Recently, someone brought to my attention this wonderful green velvet jerkin with gold embroidery in the textiles collection at the Metropolitan Museum of Art in New York City.
If you click the small image at left, you can go to the Met site and view and download some beautiful high-rez images of the garment for your study.
If you haven't already done so, you really should peruse this collection for ideas. The clothing, embroidery, and accoutrement in their collection is impressive. Even more impressive is their web site and its offering of high-resolution images for historical costume study.
Note that the doublet isn't a solid green velvet, but rather a multicolor fabric that reads as green from a distance. It's a weaving style we see in carpets and upholstery fabrics every day. I can't say for certain how much of that is due to age and the color-fastness of the composite threads, but considering the overall preservation of the fabric, it's hard not to take this as intentional.

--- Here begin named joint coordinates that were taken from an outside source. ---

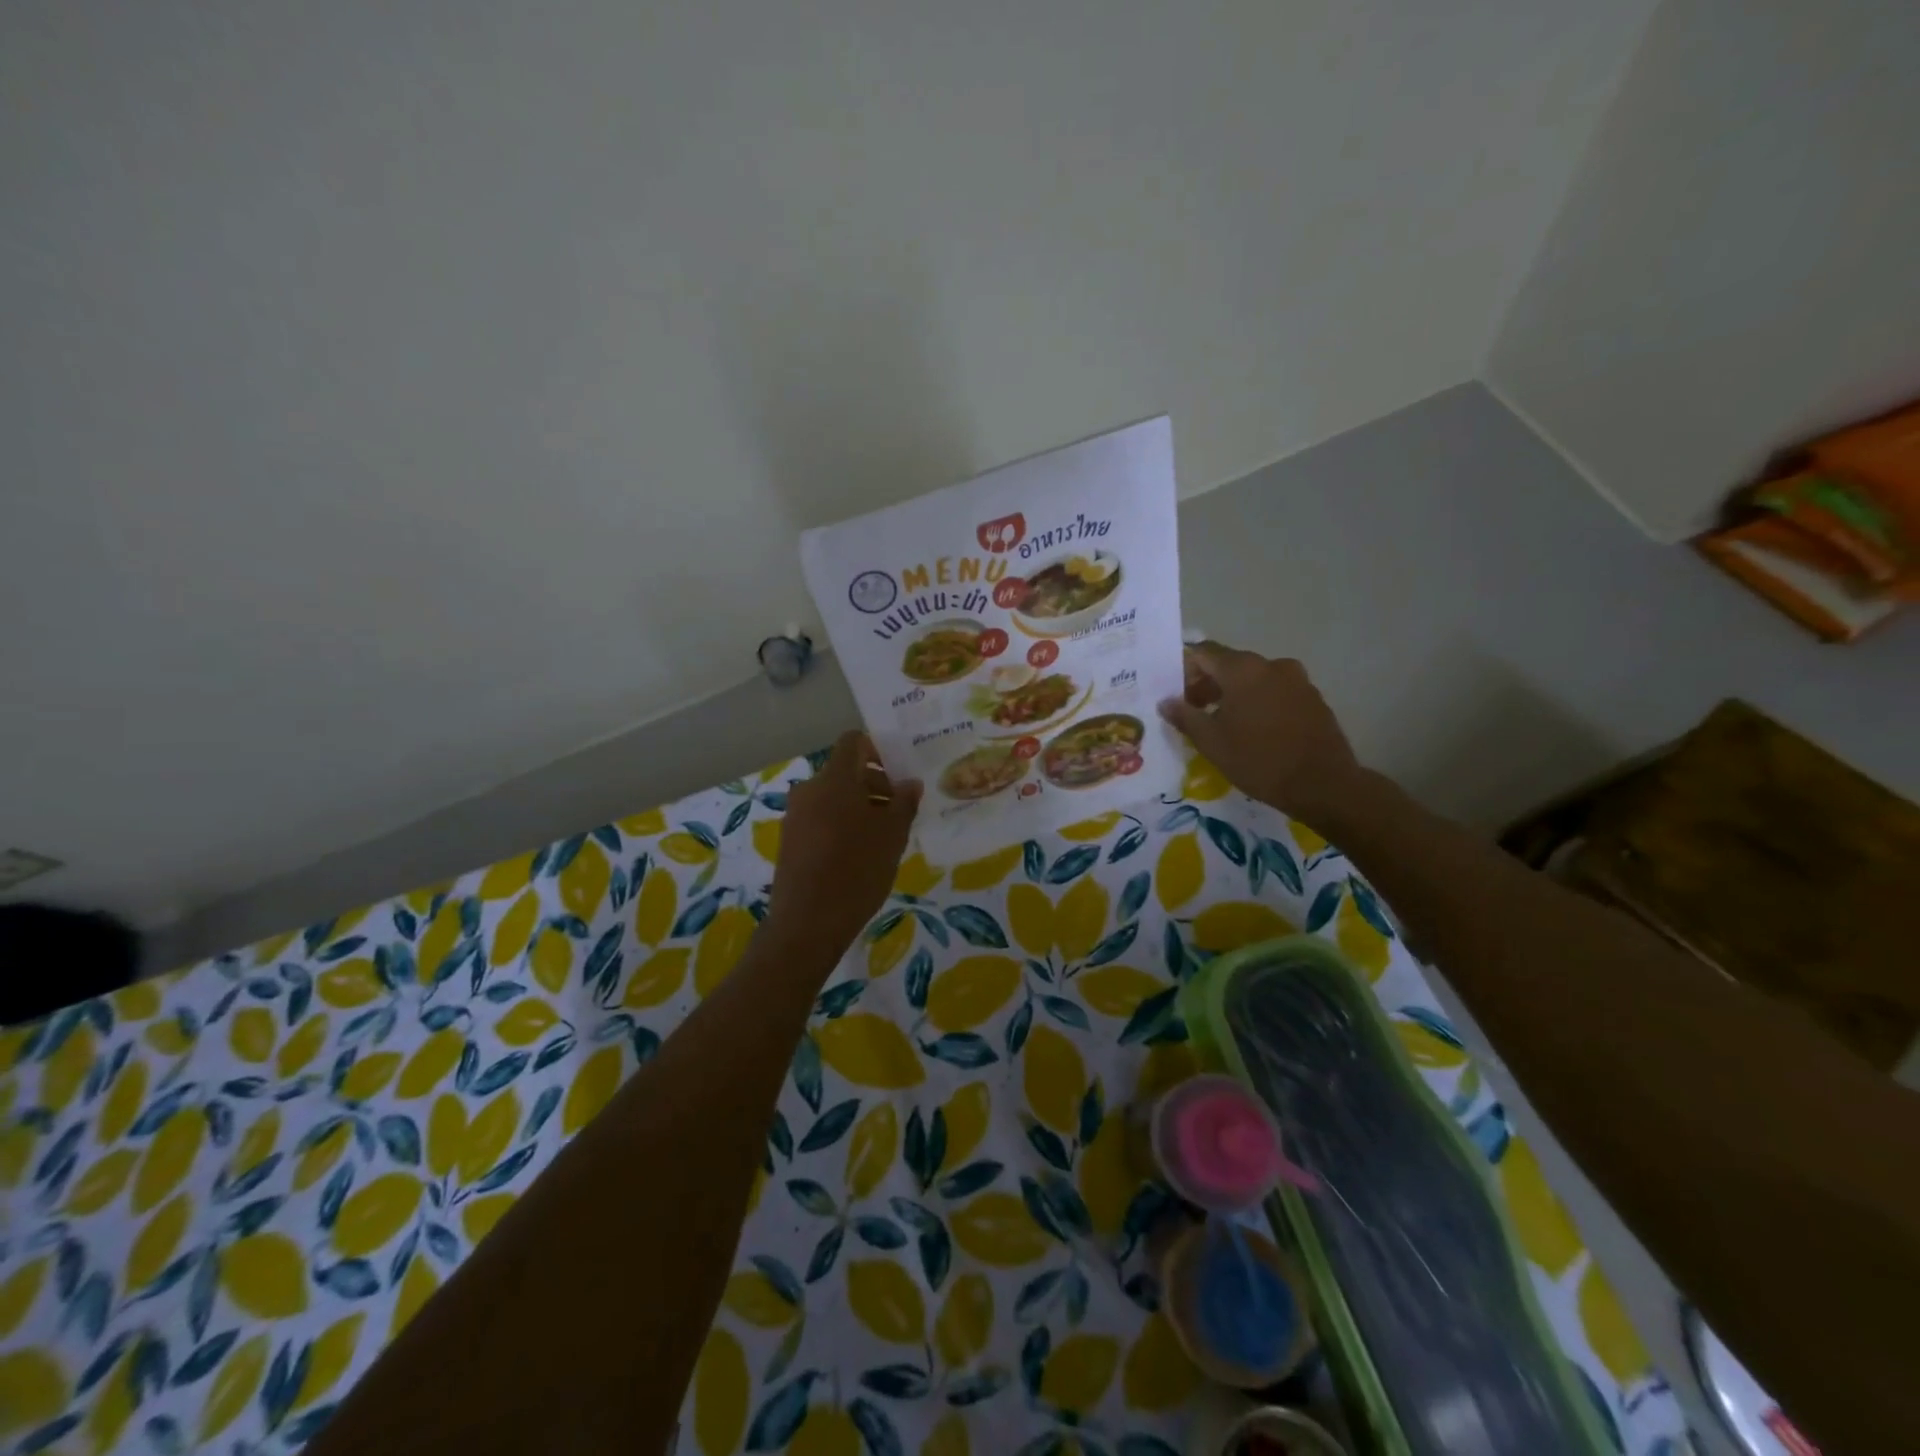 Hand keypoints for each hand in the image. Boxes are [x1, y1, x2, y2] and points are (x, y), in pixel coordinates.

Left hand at [769, 731, 923, 955]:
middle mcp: (810, 788)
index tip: (897, 775)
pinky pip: (820, 818)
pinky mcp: (789, 840)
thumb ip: (904, 802)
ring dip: (859, 807)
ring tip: (882, 838)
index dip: (877, 750)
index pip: (853, 742)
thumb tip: (910, 783)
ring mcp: (795, 815)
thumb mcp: (893, 835)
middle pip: (845, 771)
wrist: (808, 922)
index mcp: (835, 778)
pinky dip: (841, 825)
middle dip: (874, 784)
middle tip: (899, 812)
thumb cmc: (857, 869)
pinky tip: (858, 855)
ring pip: (833, 797)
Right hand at [1158, 642, 1362, 824]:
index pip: (1203, 653)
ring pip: (1254, 679)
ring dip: (1234, 694)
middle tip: (1194, 711)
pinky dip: (1259, 702)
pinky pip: (1275, 691)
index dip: (1184, 670)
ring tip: (1223, 724)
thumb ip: (1185, 716)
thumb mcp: (1212, 742)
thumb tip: (1166, 702)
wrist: (1323, 784)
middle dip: (1208, 684)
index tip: (1175, 694)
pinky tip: (1254, 730)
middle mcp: (1271, 665)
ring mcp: (1297, 680)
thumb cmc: (1259, 760)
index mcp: (1242, 669)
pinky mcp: (1313, 698)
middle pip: (1229, 664) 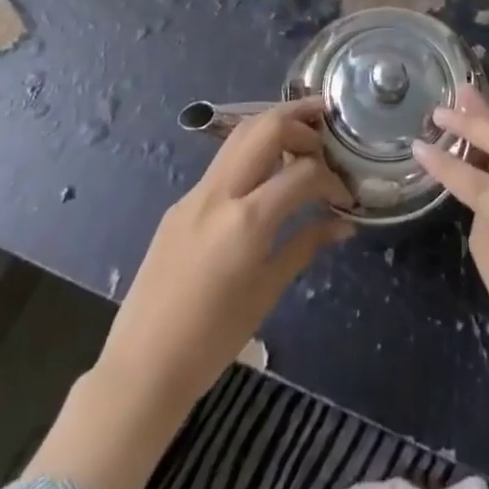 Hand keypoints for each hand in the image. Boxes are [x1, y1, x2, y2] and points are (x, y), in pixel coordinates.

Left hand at [24, 99, 352, 488]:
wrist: (142, 367)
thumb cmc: (213, 339)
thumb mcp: (268, 291)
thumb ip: (306, 245)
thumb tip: (343, 224)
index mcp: (247, 219)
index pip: (302, 173)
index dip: (331, 179)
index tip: (345, 197)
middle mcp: (221, 192)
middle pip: (266, 127)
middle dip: (301, 121)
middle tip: (327, 129)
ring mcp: (196, 192)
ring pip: (241, 134)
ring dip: (274, 125)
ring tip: (302, 132)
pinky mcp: (182, 202)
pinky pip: (224, 161)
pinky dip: (252, 150)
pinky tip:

There are four very small things on this jerkin that I might've missed had I not been able to handle the garment proper or zoom in as much as they allow on the Met website. All four are immediately relevant to what we've been discussing lately regarding thread-covered buttons and button holes.
One: Note that the wrap of the complete button at the top of the image is not secured along the sides. It is a wood core, wrapped latitudinally and then gone over longitudinally with more threads that are secured at the pole by a bit of gold purl.
Two: Note how open the buttonhole stitches are and how they are rounded at the ends rather than squared off as I did in the demo a few weeks back.
Three: Here you can actually see the wood core of the button exposed as well as the method of attaching the button to the doublet: a loop at the base of the button rather than sewing the button directly to the doublet using the threads that wrapped it as some advise. You can also make out the thin strip of gold leaf that wrapped the threads unraveling and coming away from the inner core.
Four: Where he buttonhole stitches are coming undone from the velvet, you can see the double-row of grey (probably linen) stay stitches that still hold the buttonhole secure from raveling.